I've been encountered on a case where cross-platform code was behaving differently on a basic assignment statement.
One compiler evaluated the Lvalue first, Rvalue second and then the assignment.
Another compiler did the Rvalue first, Lvalue second and then the assignment.
This may have impact in case Lvalue influence the value of Rvalue as shown in the following case:
struct MM {
int m;
}
int helper (struct MM** ppmm ) {
(*ppmm) = (struct MM *) malloc (sizeof (struct MM));
(*ppmm)->m = 1000;
return 100;
}
int main() {
struct MM mm = {500};
struct MM* pmm = &mm
pmm->m = helper(&pmm);
printf(" %d %d " , mm.m , pmm->m);
}
The example above, the line pmm->m = helper(&mm);
, depend on the order of evaluation. if Lvalue evaluated first, than pmm->m is equivalent to mm.m, and if Rvalue calculated first than pmm->m is equivalent to the MM instance that allocated on heap.
My question is whether there's a C standard to determine the order of evaluation (didn't find any), or each compiler can choose what to do.
are there any other similar pitfalls I should be aware of ?
The semantics for evaluation of an =
expression include that
The side effect of updating the stored value of the left operand is sequenced after the value computations of the left and right operands. The evaluations of the operands are unsequenced.
(C2011, 6.5.16/3; emphasis added)
The emphasized provision explicitly permits your observed difference in the behavior of the program when compiled by different compilers. Moreover, unsequenced means, among other things, that it is permissible for the evaluations to occur in different order even in different runs of the very same build of the program. If the function in which the unsequenced evaluations appear were called more than once, then it would be permissible for the evaluations to occur in different order during different calls within the same execution of the program.
That already answers the question, but it's important to see the bigger picture. Modifying an object or calling a function that does so is a side effect (C2011, 5.1.2.3/2). This key provision therefore comes into play:
If a side effect on a scalar object is unsequenced relative to either a different side effect on the same scalar object or a value computation using the value of the same scalar object, the behavior is undefined.
(C2011, 6.5/2)
The called function has the side effect of modifying the value stored in main()
's variable pmm
, evaluation of the left-hand operand of the assignment involves a value computation using the value of pmm
, and these are unsequenced, therefore the behavior is undefined.
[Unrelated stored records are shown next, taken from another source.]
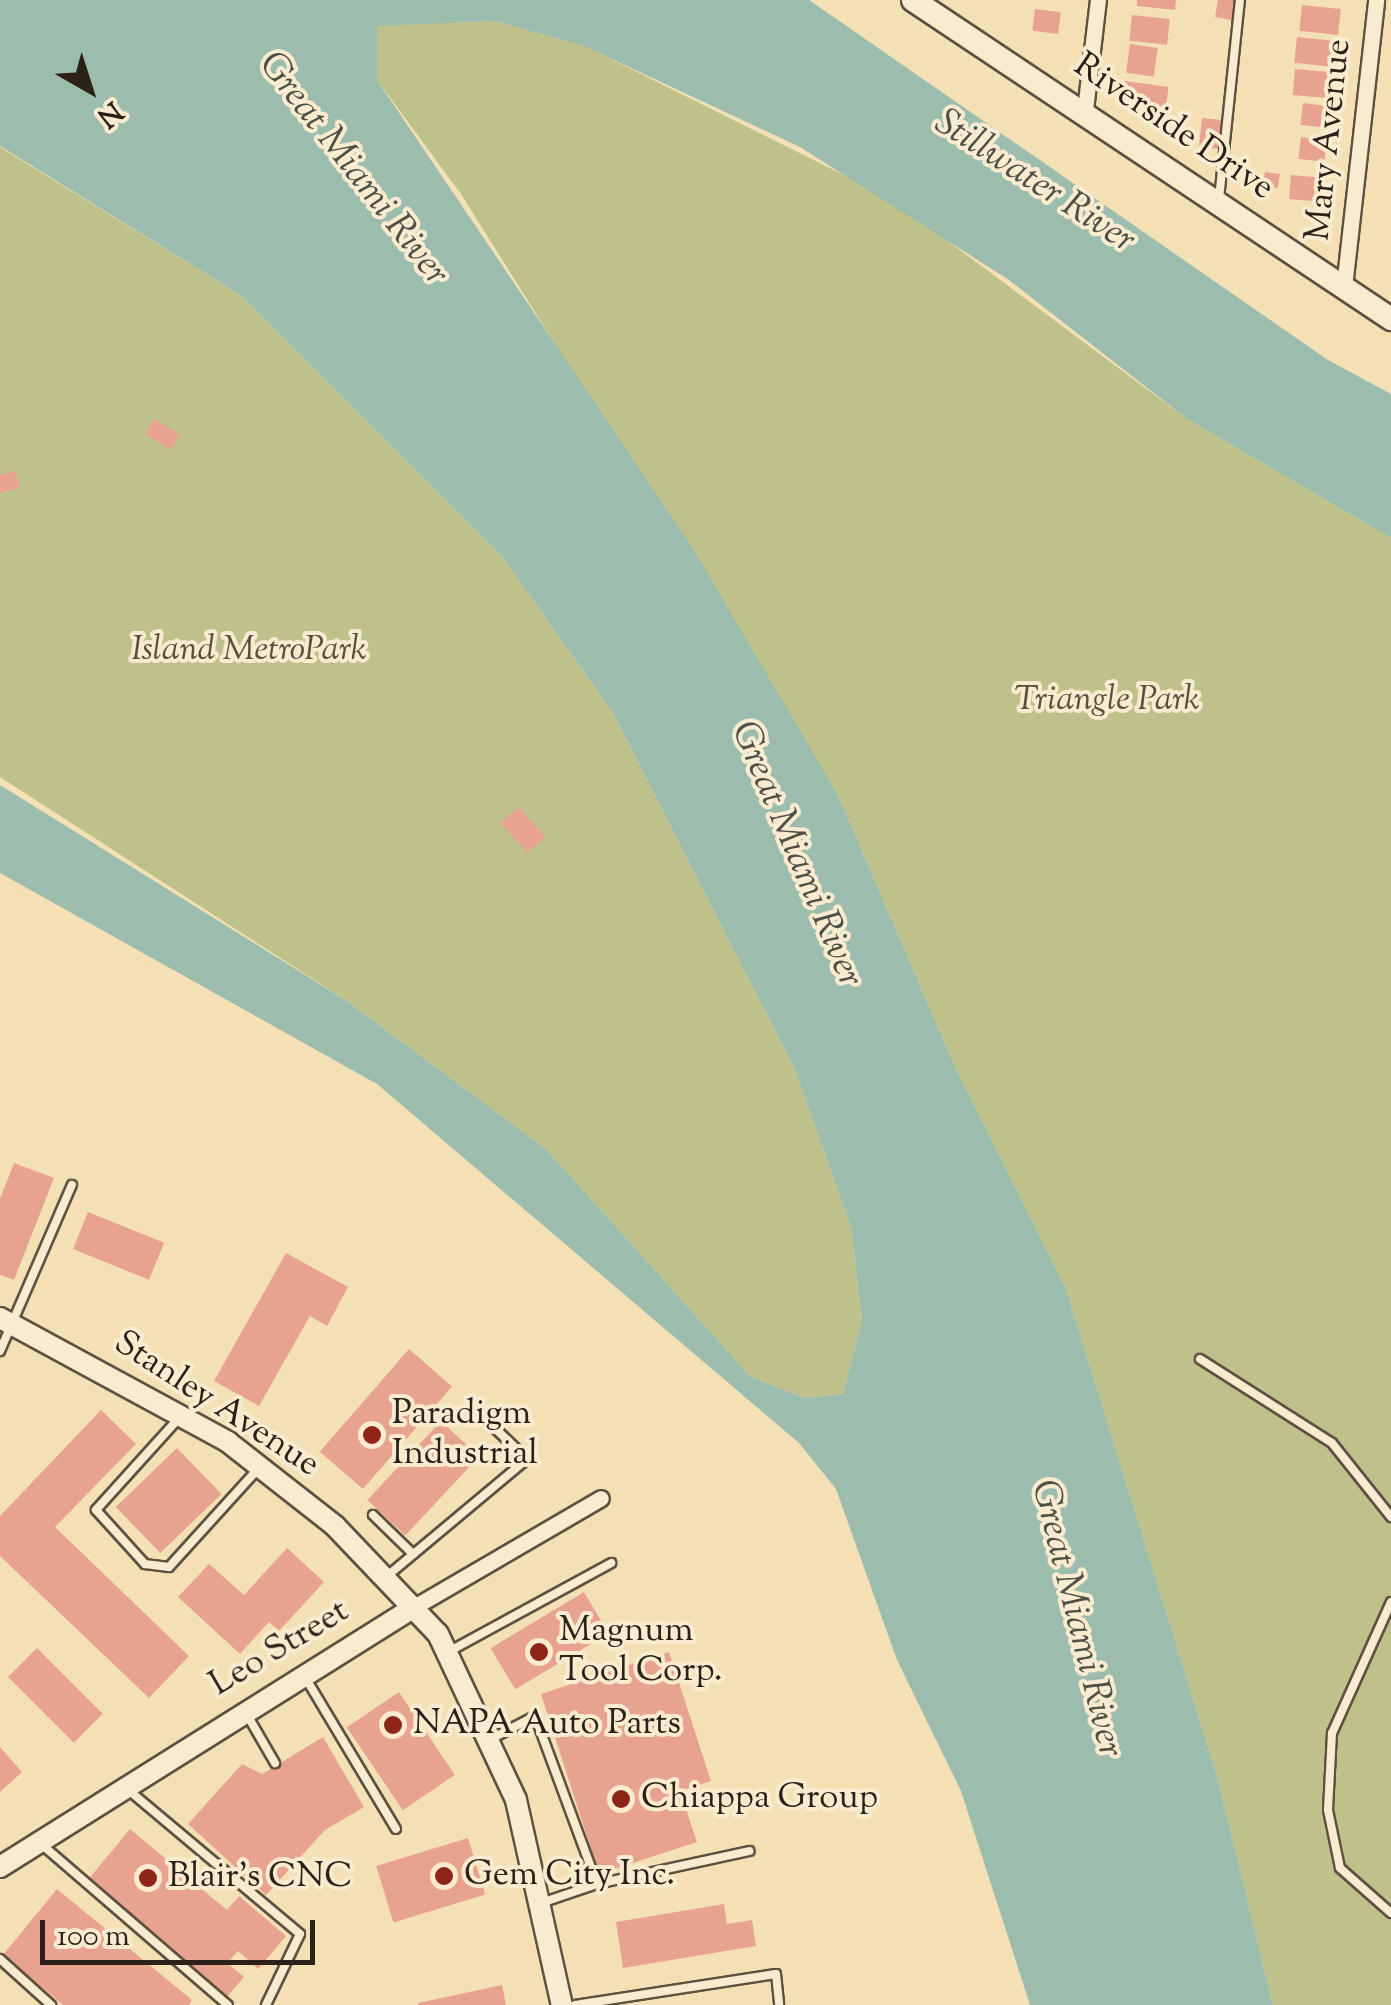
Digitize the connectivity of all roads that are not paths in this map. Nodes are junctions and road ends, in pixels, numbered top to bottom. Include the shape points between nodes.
1 (912, 0) edge
2 (1098, 0) edge
3 (1240, 0) edge
4 (1376, 0) edge
5 (1371, 46) junction
6 (1391, 49) edge
7 (1085, 110) junction
8 (1219, 200) junction
9 (1344, 287) junction
10 (1391, 319) edge
11 (72, 1185) dead end
12 (6, 1321) edge
13 (0, 1351) edge
14 (1200, 1359) dead end
15 (477, 1411) dead end
16 (183, 1414) junction
17 (260, 1466) junction
18 (601, 1498) dead end
19 (373, 1515) dead end
20 (1391, 1517) edge
21 (414, 1554) junction
22 (610, 1563) dead end
23 (386, 1577) junction
24 (1391, 1602) edge
25 (414, 1607) junction
26 (448, 1652) junction
27 (303, 1673) junction
28 (243, 1709) junction
29 (491, 1739) junction
30 (275, 1763) dead end
31 (122, 1784) junction
32 (396, 1829) dead end
33 (37, 1840) junction
34 (749, 1851) dead end
35 (0, 1867) edge
36 (597, 1884) junction
37 (544, 1902) junction
38 (1391, 1913) edge
39 (0, 1958) edge
40 (51, 2005) edge
41 (228, 2005) edge
42 (266, 2005) edge
43 (562, 2005) edge
44 (575, 2005) edge
45 (778, 2005) edge

1 - 7 main road, Riverside Drive
2 - 7 street
3 - 8 lane
4 - 5 street, Mary Avenue
5 - 6 street
5 - 9 street, Mary Avenue
7 - 8 main road, Riverside Drive
8 - 9 main road, Riverside Drive
9 - 10 main road, Riverside Drive
11 - 12 lane
12 - 13 lane
12 - 16 street, Stanley Avenue
14 - 20 lane via 1332,1443
15 - 21 lane via 527,1458
16 - 17 street, Stanley Avenue
16 - 17 lane via 96,1510 145,1564 169,1567
17 - 23 street, Stanley Avenue
18 - 25 street, Leo Street
19 - 21 lane
21 - 23 lane
22 - 26 lane
23 - 25 street, Stanley Avenue
24 - 38 lane via 1332,1733 1328,1810 1340,1868
25 - 26 street, Stanley Avenue
25 - 27 street, Leo Street
26 - 29 street, Stanley Avenue
27 - 28 street, Leo Street
27 - 32 lane
28 - 30 lane
28 - 31 street, Leo Street
29 - 36 lane via 534,1716
29 - 37 street, Stanley Avenue
31 - 33 street, Leo Street
31 - 42 lane via 300,1934
33 - 35 street, Leo Street
33 - 41 lane via 76,1882
34 - 36 lane
36 - 37 lane
37 - 43 street, Stanley Avenue
39 - 40 lane
44 - 45 lane via 776,1974

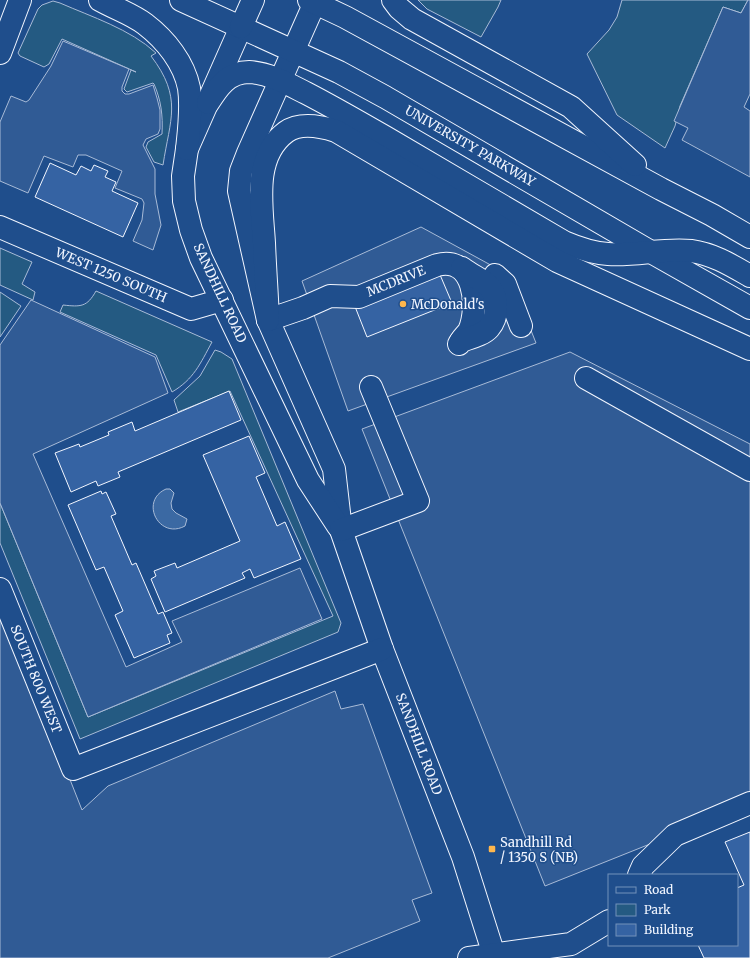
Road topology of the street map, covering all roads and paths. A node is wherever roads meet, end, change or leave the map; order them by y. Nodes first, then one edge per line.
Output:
1 (20, 0) edge
2 (100, 0) edge
3 (181, 0) edge
4 (253, 0) edge
5 (393, 0) edge
6 (313, 1) edge
7 (241, 27) junction
8 (293, 51) junction
9 (0, 53) edge
10 (280, 80) junction
11 (208, 103) junction
12 (187, 149) junction
13 (661, 189) junction
14 (0, 227) edge
15 (750, 237) edge
16 (651, 252) junction
17 (455, 259) junction
18 (750, 276) edge
19 (222, 300) junction
20 (750, 308) edge
21 (268, 320) junction
22 (521, 326) dead end
23 (457, 347) dead end
24 (750, 349) edge
25 (586, 378) dead end
26 (371, 386) dead end
27 (750, 470) edge
28 (341, 530) junction
29 (0, 588) edge
30 (382, 649) junction
31 (750, 803) edge
32 (639, 874) edge
33 (608, 922) edge
34 (495, 956) edge
35 (469, 958) edge

1 - 9 main road
2 - 12 main road
3 - 7 main road, UNIVERSITY PARKWAY
4 - 7 main road, SANDHILL ROAD
5 - 13 main road
6 - 8 main road, SANDHILL ROAD
6 - 13 main road
7 - 8 main road, UNIVERSITY PARKWAY
7 - 11 main road, SANDHILL ROAD
8 - 10 main road, SANDHILL ROAD
8 - 16 main road, UNIVERSITY PARKWAY
10 - 11 main road
10 - 16 main road
10 - 21 main road, SANDHILL ROAD
11 - 12 main road, SANDHILL ROAD
12 - 19 main road, SANDHILL ROAD
13 - 15 main road
14 - 19 main road, WEST 1250 SOUTH
16 - 18 main road
16 - 20 main road, UNIVERSITY PARKWAY
17 - 21 main road, MCDRIVE
17 - 22 main road, MCDRIVE
17 - 23 main road
19 - 28 main road, SANDHILL ROAD
21 - 24 main road
21 - 28 main road, SANDHILL ROAD
25 - 27 main road
26 - 28 main road
28 - 30 main road, SANDHILL ROAD
29 - 30 main road, SOUTH 800 WEST
30 - 34 main road, SANDHILL ROAD
31 - 32 main road
33 - 34 main road
34 - 35 main road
Undefined behavior is to be avoided at all costs. Because your program's behavior is undefined, is not limited to the two alternatives you observed (in case that wasn't bad enough). The C standard places no limitations whatever on what it may do. It might instead crash, zero out your hard drive's partition table, or, if you have suitable hardware, summon nasal demons. Or anything else. Most of these are unlikely, but the best viewpoint is that if your program has undefined behavior then your program is wrong.
When using the simple assignment operator: =
, the order of evaluation of operands is unspecified. There is also no sequence point in between the evaluations.
For example if you have two functions:
*Get() = logf(2.0f);
It is not specified in which order they are called at any time, and yet this behavior is completely defined.
A function call will introduce a sequence point. It will happen after the evaluation of the arguments and before the actual call. The operator ;
will also introduce a sequence point. This is important because an object must not be modified twice without an intervening sequence point, otherwise the behavior is undefined.
Your example is particularly complicated due to unspecified behavior, and may have different results, depending the left or right operand is evaluated first.
- The left operand is evaluated first.
The left operand is evaluated and the pointer pmm
will point to the struct mm
. Then the function is called, and a sequence point occurs. it modifies the pointer pmm
by pointing it to allocated memory, followed by a sequence point because of the operator ;
. Then it stores the value 1000 to the member m
, followed by another sequence point because of ;
. The function returns 100 and assigns it to the left operand, but since the left operand was evaluated first, the value 100, it is assigned to the object mm
, more specifically its member m
.
mm->m
has the value 100 and ppm->m
has the value 1000. This is defined behavior, no object is modified twice in-between sequence points.
- The right operand is evaluated first.
The function is called first, the sequence point occurs, it modifies the pointer ppm
by pointing it to new allocated struct, followed by a sequence point. Then it stores the value 1000 to the member m
, followed by a sequence point. Then the function returns. Then the left operand is evaluated, ppm->m
will point to the new allocated struct, and its member m
, is modified by assigning it the value 100.
mm->m
will have the value 500 since it was never modified, and pmm->m
will have the value 100. No object was modified twice in-between sequence points. The behavior is defined.